Re: [PATCH v2 2/5] x86/kexec: do unconditional WBINVD in relocate_kernel()

From: Tom Lendacky
Date: Wed Mar 20 2024 - 09:50:15 EST


On 3/19/24 16:20, Huang, Kai wrote:


On 20/03/2024 3:38 am, Tom Lendacky wrote:
On 3/19/24 06:13, Kirill A. Shutemov wrote:
On Tue, Mar 19, 2024 at 01:48:45AM +0000, Kai Huang wrote:
Both SME and TDX can leave caches in incoherent state due to memory
encryption.  During kexec, the caches must be flushed before jumping to
the second kernel to avoid silent memory corruption to the second kernel.
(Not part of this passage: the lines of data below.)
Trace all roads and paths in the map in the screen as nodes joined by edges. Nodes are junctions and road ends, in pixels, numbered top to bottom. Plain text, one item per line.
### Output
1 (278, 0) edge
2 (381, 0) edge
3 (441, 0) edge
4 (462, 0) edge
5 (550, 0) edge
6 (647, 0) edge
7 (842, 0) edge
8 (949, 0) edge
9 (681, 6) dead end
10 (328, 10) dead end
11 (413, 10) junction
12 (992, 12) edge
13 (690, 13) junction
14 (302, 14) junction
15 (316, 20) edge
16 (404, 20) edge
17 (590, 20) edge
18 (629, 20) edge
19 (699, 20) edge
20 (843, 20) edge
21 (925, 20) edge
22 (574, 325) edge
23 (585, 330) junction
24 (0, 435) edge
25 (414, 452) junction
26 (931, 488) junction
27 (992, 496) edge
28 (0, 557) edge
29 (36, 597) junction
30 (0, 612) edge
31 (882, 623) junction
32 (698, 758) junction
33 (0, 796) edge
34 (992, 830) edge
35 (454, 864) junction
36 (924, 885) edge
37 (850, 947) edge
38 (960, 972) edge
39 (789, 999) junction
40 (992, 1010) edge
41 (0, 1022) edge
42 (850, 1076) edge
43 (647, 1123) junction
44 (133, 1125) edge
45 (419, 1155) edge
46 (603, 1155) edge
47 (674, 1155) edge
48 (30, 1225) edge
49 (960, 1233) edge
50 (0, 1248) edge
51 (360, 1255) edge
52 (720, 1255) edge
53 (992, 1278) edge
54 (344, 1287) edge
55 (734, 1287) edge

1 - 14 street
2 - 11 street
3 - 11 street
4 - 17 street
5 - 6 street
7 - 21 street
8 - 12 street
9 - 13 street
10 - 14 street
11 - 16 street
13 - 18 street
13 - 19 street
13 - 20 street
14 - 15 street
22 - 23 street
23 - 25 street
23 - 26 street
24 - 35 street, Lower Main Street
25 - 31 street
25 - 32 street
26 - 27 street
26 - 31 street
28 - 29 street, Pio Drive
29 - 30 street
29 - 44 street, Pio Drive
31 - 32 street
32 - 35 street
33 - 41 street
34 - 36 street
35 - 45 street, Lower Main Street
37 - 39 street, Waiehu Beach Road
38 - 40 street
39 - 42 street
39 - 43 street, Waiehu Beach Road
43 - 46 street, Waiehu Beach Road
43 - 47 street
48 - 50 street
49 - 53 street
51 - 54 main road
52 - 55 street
During kexec, the WBINVD in stop_this_cpu() flushes caches for all
remote cpus when they are being stopped.  For SME, the WBINVD in
relocate_kernel() flushes the cache for the last running cpu (which is
executing the kexec).

Similarly, for TDX after stopping all remote cpus with cache flushed, to
support kexec, the kernel needs to flush cache for the last running cpu.

Make the WBINVD in the relocate_kernel() unconditional to cover both SME
and TDX.

Nope. It breaks TDX guest. WBINVD triggers #VE for TDX guests.

Ditto for SEV-ES/SEV-SNP, a #VC is generated and crashes the guest.


Oh I forgot these.

Hi Kirill,

Then I think patch 1 will also break TDX guest after your series to enable multiple cpus for the second kernel after kexec()?

Hi Tom,

I am not aware of kexec() support status for SEV-ES/SEV-SNP guests. Does patch 1 break them?

SNP guests can kexec with some patches that are currently in process around shared to private memory conversions. ES guests can only kexec with a single vCPU. There was a recent patch series to add support for multiple vCPUs.

Patch #1 doesn't break either ES or SNP because we still have an IDT and traditional kernel addressing in place, so the #VC can be handled.

Whereas patch #2 has switched to identity mapping and removed the IDT, so a #VC causes a triple fault.

Thanks,
Tom